También es muy loable la integración de material procedente de filmaciones caseras de la familia y de los primeros rodajes amateurs de Spielberg. Ilustran fenomenalmente ese arraigo familiar y el consiguiente resquebrajamiento de esa unidad, afectando de una forma devastadora a nivel emocional. Los testimonios de sus hermanas son fundamentales, así como también las imágenes de reencuentro de sus padres en los últimos años. Todo ello refuerza esa idea tan patente en el cine de Spielberg: la esperanza de conciliación. La idea de que, aunque no vuelva a ser lo mismo, pueda existir una concordia.

Spielberg cita su visionado en el cine de Lawrence de Arabia (1962) como el momento cumbre definitivo. Decidió que querría dedicarse a eso el resto de su vida o morir intentándolo. Y, al mismo tiempo, fue consciente, a los dieciséis años de edad, de que los temas o motivaciones personales debían ser parte fundamental en el desarrollo creativo, configurando muchos de los leitmotivs de su cine. Algo que queda patente en el documental es la importancia del divorcio de sus padres y el impacto que tuvo sobre él. La noción de familia resquebrajada le acompañó para siempre, así como también el sentimiento de soledad, la baja autoestima, la sensación de aislamiento en las diferentes escuelas, y el refugio permanente en el séptimo arte como motor de catarsis personal. La figura del padre ausente y la nostalgia del niño solitario tienen una magna presencia en su cine y gracias a ello su conexión con las nuevas generaciones de espectadores ha sido mayor, pues ha destapado una constante inmutable de nuestro tiempo y la ha representado como ningún otro ha sido capaz de plasmar en la gran pantalla.

Esta tendencia a no temer a enfrentarse a sus miedos y querer sacar provecho de ellos, derivo, de una forma particular, al considerar que cuanto más pánico tenía ante una escena, mejores ideas surgían.

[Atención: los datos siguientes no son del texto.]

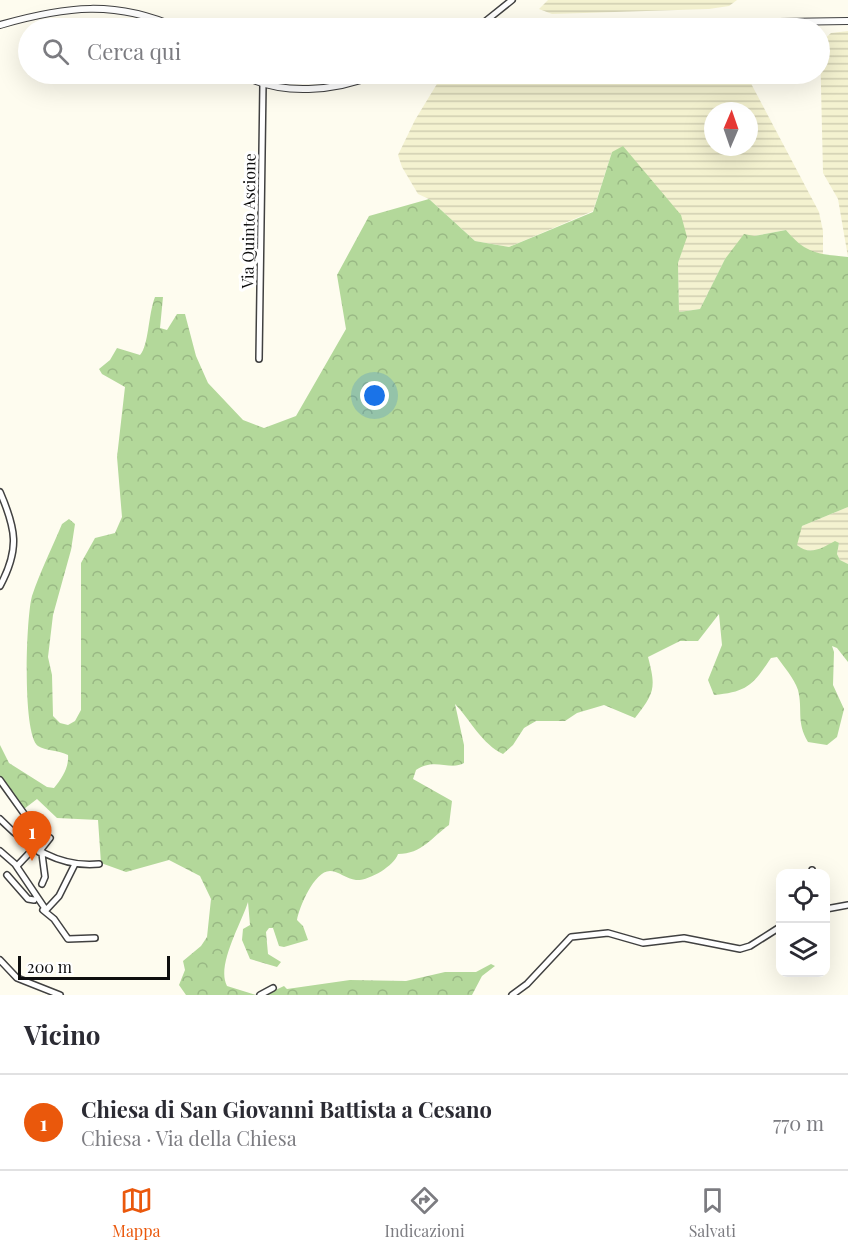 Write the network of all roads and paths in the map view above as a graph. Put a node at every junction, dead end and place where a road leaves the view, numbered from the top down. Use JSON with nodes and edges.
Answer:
{"nodes":[{"id":1,"x":512,"y":0,"type":"edge"},
{"id":2,"x":100,"y":1,"type":"edge"},
{"id":3,"x":135,"y":5,"type":"dead end"},
{"id":4,"x":28,"y":18,"type":"edge"},
{"id":5,"x":163,"y":18,"type":"edge"},
{"id":6,"x":488,"y":18,"type":"edge"},
{"id":7,"x":18,"y":21,"type":"edge"},
{"id":8,"x":830,"y":21,"type":"edge"},
{"id":9,"x":848,"y":21,"type":"edge"},
{"id":10,"x":0,"y":26,"type":"edge"},
{"id":11,"x":263,"y":84,"type":"joint"},
{"id":12,"x":349,"y":84,"type":"edge"},
{"id":13,"x":259,"y":359,"type":"dead end"},
{"id":14,"x":0,"y":492,"type":"edge"},
{"id":15,"x":0,"y":586,"type":"edge"},
{"id":16,"x":0,"y":780,"type":"edge"},
{"id":17,"x":0,"y":819,"type":"edge"},
{"id":18,"x":50,"y":838,"type":"dead end"},
{"id":19,"x":0,"y":851,"type":"edge"},
{"id":20,"x":38,"y":852,"type":"junction"},
{"id":21,"x":75,"y":864,"type":"junction"},
{"id":22,"x":99,"y":864,"type":"dead end"},
{"id":23,"x":17,"y":866,"type":"junction"},
{"id":24,"x":7,"y":874,"type":"dead end"},
{"id":25,"x":42,"y":884,"type":"dead end"},
{"id":26,"x":35,"y":899,"type":"junction"},
{"id":27,"x":848,"y":905,"type":"edge"},
{"id":28,"x":830,"y":908,"type":"edge"},
{"id":29,"x":776,"y":930,"type":"edge"},
{"id":30,"x":95,"y":938,"type":"dead end"},
{"id":31,"x":0,"y":960,"type":"edge"},
{"id":32,"x":273,"y":988,"type":"dead end"},
{"id":33,"x":60,"y":995,"type":"edge"},
{"id":34,"x":260,"y":995,"type":"edge"},
{"id":35,"x":512,"y":995,"type":"edge"}],
"edges":[{"from":1,"to":6,"type":"street"},
{"from":2,"to":4,"type":"street"},
{"from":3,"to":5,"type":"street"},
{"from":7,"to":10,"type":"street"},
{"from":8,"to":9,"type":"street"},
{"from":11,"to":12,"type":"street"},
{"from":11,"to":13,"type":"street","name":"Via Quinto Ascione"},
{"from":14,"to":15,"type":"street"},
{"from":16,"to":20,"type":"street"},
{"from":17,"to":20,"type":"street"},
{"from":18,"to":20,"type":"street"},
{"from":19,"to":23,"type":"street"},
{"from":20,"to":21,"type":"street"},
{"from":20,"to":23,"type":"street"},
{"from":20,"to":25,"type":"street"},
{"from":21,"to":22,"type":"street"},
{"from":21,"to":26,"type":"street"},
{"from":23,"to":26,"type":"street"},
{"from":24,"to":26,"type":"street"},
{"from":26,"to":30,"type":"street"},
{"from":27,"to":28,"type":"street"},
{"from":29,"to":35,"type":"street"},
{"from":31,"to":33,"type":"street"},
{"from":32,"to":34,"type":"street"}]}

Un proceso que ha seguido aplicando a lo largo de su carrera y que le ha seguido funcionando mientras, recorriendo ese camino, ha ido creando set pieces memorables para la historia del cine.

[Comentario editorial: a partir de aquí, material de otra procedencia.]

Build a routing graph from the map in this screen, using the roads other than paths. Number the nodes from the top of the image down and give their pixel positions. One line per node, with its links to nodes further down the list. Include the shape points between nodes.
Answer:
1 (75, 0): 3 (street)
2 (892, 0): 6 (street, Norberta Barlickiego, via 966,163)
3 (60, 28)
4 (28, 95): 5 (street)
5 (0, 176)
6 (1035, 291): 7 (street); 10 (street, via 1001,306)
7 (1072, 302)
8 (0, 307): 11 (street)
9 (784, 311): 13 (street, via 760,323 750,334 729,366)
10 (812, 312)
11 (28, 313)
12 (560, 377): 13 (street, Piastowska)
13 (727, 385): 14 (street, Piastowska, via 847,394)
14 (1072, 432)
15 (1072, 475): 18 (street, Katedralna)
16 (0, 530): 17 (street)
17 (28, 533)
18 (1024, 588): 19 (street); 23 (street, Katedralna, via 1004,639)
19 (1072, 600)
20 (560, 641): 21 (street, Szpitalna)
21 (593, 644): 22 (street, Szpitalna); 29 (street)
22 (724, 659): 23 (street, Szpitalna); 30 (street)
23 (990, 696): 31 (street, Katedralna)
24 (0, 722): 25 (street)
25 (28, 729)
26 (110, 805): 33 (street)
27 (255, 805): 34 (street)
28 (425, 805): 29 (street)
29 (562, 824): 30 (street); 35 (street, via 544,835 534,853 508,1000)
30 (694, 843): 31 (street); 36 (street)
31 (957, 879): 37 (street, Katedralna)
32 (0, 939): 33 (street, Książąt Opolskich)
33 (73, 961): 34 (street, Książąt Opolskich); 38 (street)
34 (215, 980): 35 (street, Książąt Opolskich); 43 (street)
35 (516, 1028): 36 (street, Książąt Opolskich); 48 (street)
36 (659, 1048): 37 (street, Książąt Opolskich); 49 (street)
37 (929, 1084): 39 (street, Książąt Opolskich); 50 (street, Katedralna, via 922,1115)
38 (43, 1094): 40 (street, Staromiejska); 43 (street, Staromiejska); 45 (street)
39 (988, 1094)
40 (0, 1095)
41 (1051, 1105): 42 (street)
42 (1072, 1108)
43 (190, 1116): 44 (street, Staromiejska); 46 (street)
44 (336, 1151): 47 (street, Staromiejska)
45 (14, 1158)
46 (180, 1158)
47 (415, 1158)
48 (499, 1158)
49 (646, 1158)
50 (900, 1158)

Para finalizar, debemos tener en cuentas unas palabras de la crítica y ensayista Janet Maslin, que resume muy bien cuál ha sido el bagaje del director y cómo su aportación ha sido extraordinaria en las últimas décadas. No se podrá entender ni analizar el cine contemporáneo americano sin contar con la obra de Steven Spielberg: «Miren lo que ha hecho en casi cincuenta años. Hay una gran variedad y también algunas cosas que no le han funcionado del todo, pero no hay ningún otro como él. Spielberg hace del cine un lenguaje, es como si fuera su lengua nativa de habla. Ha hecho cosas que nadie más se habría atrevido a asumir y le ha dado a todo ello un matiz personal reconocible».